Bahuaja Sonene National Park in Travel

Located in the South Eastern department of Madre de Dios, Bahuaja Sonene (sometimes called the Tambopata Candomo Park) has historically been off limits to everyone. It is perhaps one of the most biologically diverse areas on the planet, and is home to a number of endemic and endangered wildlife. The park is also home to an area of Amazonian savannah, the sole of its kind and unique to the area. Recently, members of an indigenous group, thought to be the Mascho Piro, were spotted living north of the park. This sighting makes the existence of indigenous groups living inside the secluded park extremely likely.

Not only it seems will this project endanger the extraordinary flora and fauna found in the reserve (much of which remains undiscovered), but it also seriously risks destroying an already endangered culture and threatening the health of members of indigenous groups who are still believed to be fatally susceptible to such maladies as the common cold.
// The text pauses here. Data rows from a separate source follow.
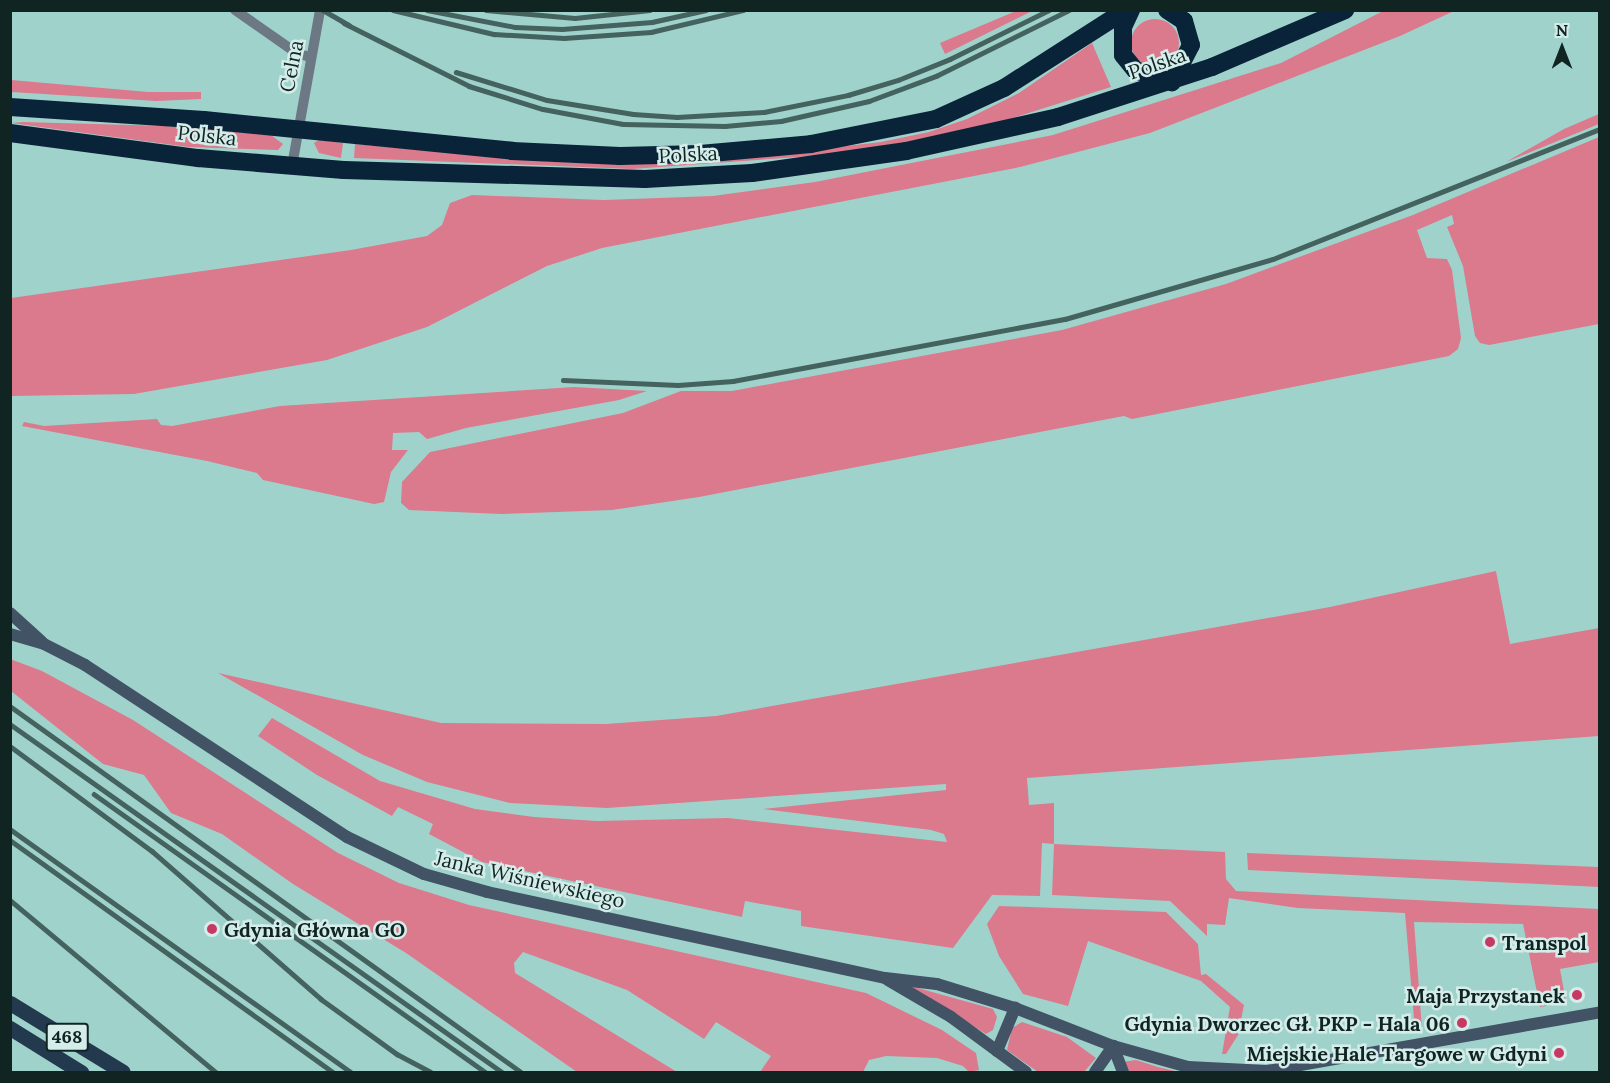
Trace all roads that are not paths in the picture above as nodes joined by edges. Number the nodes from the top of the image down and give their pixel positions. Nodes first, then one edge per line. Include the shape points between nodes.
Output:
1 (235, 10) edge
2 (320, 10) edge
3 (1129, 10) edge
4 (1167, 10) edge
5 (1346, 10) edge
6 (311, 57) junction
7 (1172, 82) junction
8 (10, 107) edge
9 (297, 129) junction
10 (10, 133) edge
11 (292, 166) junction
12 (10, 613) edge
13 (10, 634) edge
14 (44, 644) junction
15 (885, 978) junction
16 (10, 1003) edge
17 (1015, 1008) junction
18 (1599, 1012) edge
19 (10, 1028) edge
20 (1113, 1046) junction
21 (998, 1051) junction
22 (81, 1072) edge
23 (123, 1072) edge
24 (1026, 1072) edge
25 (1095, 1072) edge
26 (1123, 1072) edge

1 - 6 street via 298,54
2 - 6 street, Celna
3 - 7 highway via 1123,27 1123,56 1135,70
3 - 9 highway, Polska via 1004,88 961,110 891,130 811,144 700,154 570,155
4 - 7 highway via 1184,21 1190,33 1187,58
5 - 7 highway, Polska
6 - 9 street, Celna
7 - 11 highway, Polska via 993,134 830,164 752,173 633,179
8 - 9 highway, Polska
9 - 11 street, Celna
10 - 11 highway, Polska
12 - 14 main road, Janka Wiśniewskiego
13 - 14 main road, Janka Wiśniewskiego
14 - 15 main road, Janka Wiśniewskiego via 85,665 347,837 424,874 487,892
15 - 17 main road, Janka Wiśniewskiego via 937,984
15 - 21 main road, Janka Wiśniewskiego via 951,1017
16 - 23 main road, 468
17 - 20 main road, Janka Wiśniewskiego
17 - 21 main road
18 - 20 main road, Janka Wiśniewskiego via 1267,1071 1188,1067
19 - 22 main road, 468
20 - 25 main road
20 - 26 main road
21 - 24 main road, Janka Wiśniewskiego

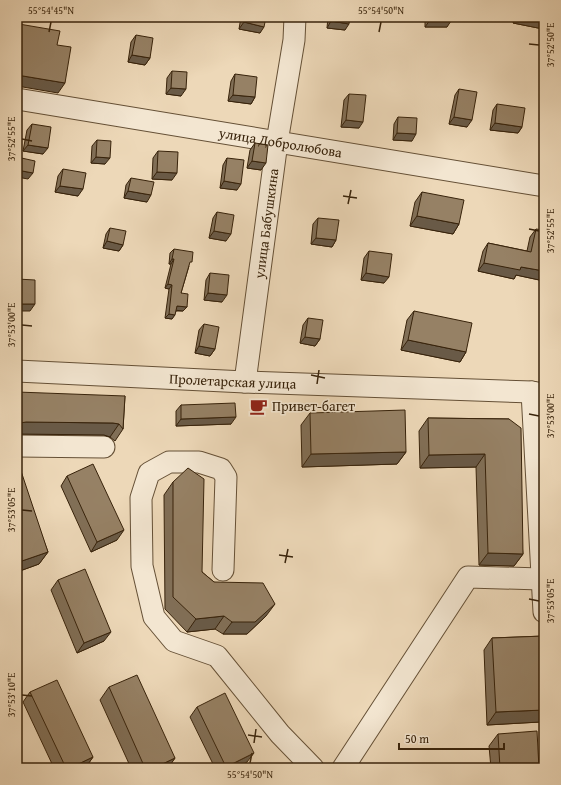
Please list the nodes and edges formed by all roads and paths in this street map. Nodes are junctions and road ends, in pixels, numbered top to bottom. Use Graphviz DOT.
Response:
graph roads {
  1 [pos="295,17"];
  2 [pos="17,99"];
  3 [pos="277,142"];
  4 [pos="544,186"];
  5 [pos="17,371"];
  6 [pos="245,382"];
  7 [pos="538,393"];
  8 [pos="17,446"];
  9 [pos="104,447"];
  10 [pos="223,570"];
  11 [pos="543,586"];
  12 [pos="544,612"];
  13 [pos="313,768"];
  14 [pos="343,768"];
  1 -- 3 [label="street, улица Бабушкина"];
  2 -- 3 [label="street, улица Добролюбова"];
  3 -- 4 [label="street, улица Добролюбова"];
  3 -- 6 [label="street, улица Бабушкина"];
  5 -- 6 [label="street, Пролетарская улица"];
  6 -- 7 [label="street, Пролетарская улица"];
  7 -- 11 [label="street"];
  8 -- 9 [label="street"];
  10 -- 13 [label="street"];
  11 -- 12 [label="street"];
  11 -- 14 [label="street"];
}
200,000 hectares. I know it just seems like a figure, but let’s put it into perspective. Comparatively speaking, we’re talking about an area of land about the same size as Luxembourg, just a little smaller than Rhode Island. This isn’t just a few football fields – it is an enormous tract of untouched land. And not just any land either. We’re talking about what is probably the most biologically diverse environment on the planet – and in one fowl swoop, a group of backward greedy institutions would have this reduced by an area the size of a small country.